Oral malignant melanomas and benign lesions
Oral malignant melanomas:
Oral malignant melanomas really belong in a separate category. This type of tumor tends to respond in a similar way to radiation therapy as do late responding tissues. In such cases, when typical standard curative protocols are used to spare the late responding tissues, the tumor cells are also spared. For this reason, a better success rate in tumor control has been achieved with the use of larger and fewer fractions. In human medicine research, an effort has been made to try to differentiate melanoma tumors that respond better to large fractions from those that would respond better to smaller fractions. To date, this remains unresolved and, for the most part, a coarse fractionation protocol is chosen. In veterinary medicine, most protocols consist of fractions between 6 to 10 Gy. Malignant melanomas are usually locally invasive and fairly quick to metastasize. Approximately 75% of cases will die of metastatic disease despite good local control. For this reason, chemotherapy for systemic disease should be considered. Unfortunately, an effective agent for this cancer has yet to be identified.
Benign lesions:
It should be realized that although radiotherapy is mostly used for the control of malignant cancer, certain benign lesions (for example: infiltrative lipomas, Granulomatous meningoencephalomyelitis (GME), and chronic lick granulomas non-responsive to medical treatment?) have been successfully treated as well. Like always, the risks and benefits must all be taken into consideration for each individual case.
T. Control-1 and CompL-1 show the probability of Tumor control and Normal Late Tissue Complications for a protocol of lower fractionation while T.Control-2 and CompL-2 show the probability of Tumor control and Normal Late Tissue Complications for a highly fractionated protocol.

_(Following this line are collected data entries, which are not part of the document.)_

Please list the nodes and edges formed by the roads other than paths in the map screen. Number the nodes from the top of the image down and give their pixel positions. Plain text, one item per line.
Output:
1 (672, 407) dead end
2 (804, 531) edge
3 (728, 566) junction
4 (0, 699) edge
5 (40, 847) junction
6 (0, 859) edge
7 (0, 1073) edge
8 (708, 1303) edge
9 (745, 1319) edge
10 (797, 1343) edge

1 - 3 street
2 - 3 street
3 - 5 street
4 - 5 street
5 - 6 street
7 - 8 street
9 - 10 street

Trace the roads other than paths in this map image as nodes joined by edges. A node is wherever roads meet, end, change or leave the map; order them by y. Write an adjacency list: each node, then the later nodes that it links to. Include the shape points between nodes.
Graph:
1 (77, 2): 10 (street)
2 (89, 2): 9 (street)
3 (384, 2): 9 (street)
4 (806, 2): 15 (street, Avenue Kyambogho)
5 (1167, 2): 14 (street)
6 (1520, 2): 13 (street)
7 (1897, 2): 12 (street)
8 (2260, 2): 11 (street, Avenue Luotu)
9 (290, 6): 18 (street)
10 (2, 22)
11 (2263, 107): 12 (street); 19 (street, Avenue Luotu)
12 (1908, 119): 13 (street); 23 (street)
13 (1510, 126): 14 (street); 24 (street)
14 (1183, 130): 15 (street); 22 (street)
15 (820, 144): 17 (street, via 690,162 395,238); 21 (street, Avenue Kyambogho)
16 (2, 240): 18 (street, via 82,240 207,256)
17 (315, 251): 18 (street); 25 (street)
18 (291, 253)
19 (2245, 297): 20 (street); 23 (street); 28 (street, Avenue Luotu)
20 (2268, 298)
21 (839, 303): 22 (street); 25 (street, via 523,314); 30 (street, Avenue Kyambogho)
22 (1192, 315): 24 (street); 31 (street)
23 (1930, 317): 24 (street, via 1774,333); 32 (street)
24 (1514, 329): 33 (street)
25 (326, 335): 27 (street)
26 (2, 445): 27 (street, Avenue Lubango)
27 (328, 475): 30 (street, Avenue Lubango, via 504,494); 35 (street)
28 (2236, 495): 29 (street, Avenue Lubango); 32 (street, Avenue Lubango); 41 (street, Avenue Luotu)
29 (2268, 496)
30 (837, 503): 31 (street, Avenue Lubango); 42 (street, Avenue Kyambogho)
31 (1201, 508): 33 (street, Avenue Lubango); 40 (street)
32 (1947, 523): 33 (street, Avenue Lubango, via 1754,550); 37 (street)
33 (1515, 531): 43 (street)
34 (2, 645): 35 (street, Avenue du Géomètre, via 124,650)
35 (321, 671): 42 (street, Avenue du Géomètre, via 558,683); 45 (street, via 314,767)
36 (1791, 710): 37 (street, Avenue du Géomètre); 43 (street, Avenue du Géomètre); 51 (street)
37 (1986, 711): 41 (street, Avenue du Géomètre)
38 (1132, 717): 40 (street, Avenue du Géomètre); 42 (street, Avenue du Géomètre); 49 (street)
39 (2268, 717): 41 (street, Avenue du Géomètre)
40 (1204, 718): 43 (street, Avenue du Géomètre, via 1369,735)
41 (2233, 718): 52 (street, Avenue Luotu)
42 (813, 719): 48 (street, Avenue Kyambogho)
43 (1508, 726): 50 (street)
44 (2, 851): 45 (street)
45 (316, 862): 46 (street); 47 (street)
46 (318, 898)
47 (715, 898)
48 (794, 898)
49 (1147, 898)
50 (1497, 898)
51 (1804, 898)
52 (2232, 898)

As a general rule, a prescribed treatment protocol should have no more than a 10% probability of inducing serious late complications for most tissues, and no more than a 5% probability of late complications for nervous tissue. Due to improved time-dose fractionation, computer treatment planning, and the use of megavoltage therapy, a serious complication rate of less than 5% exists in most veterinary radiation therapy today.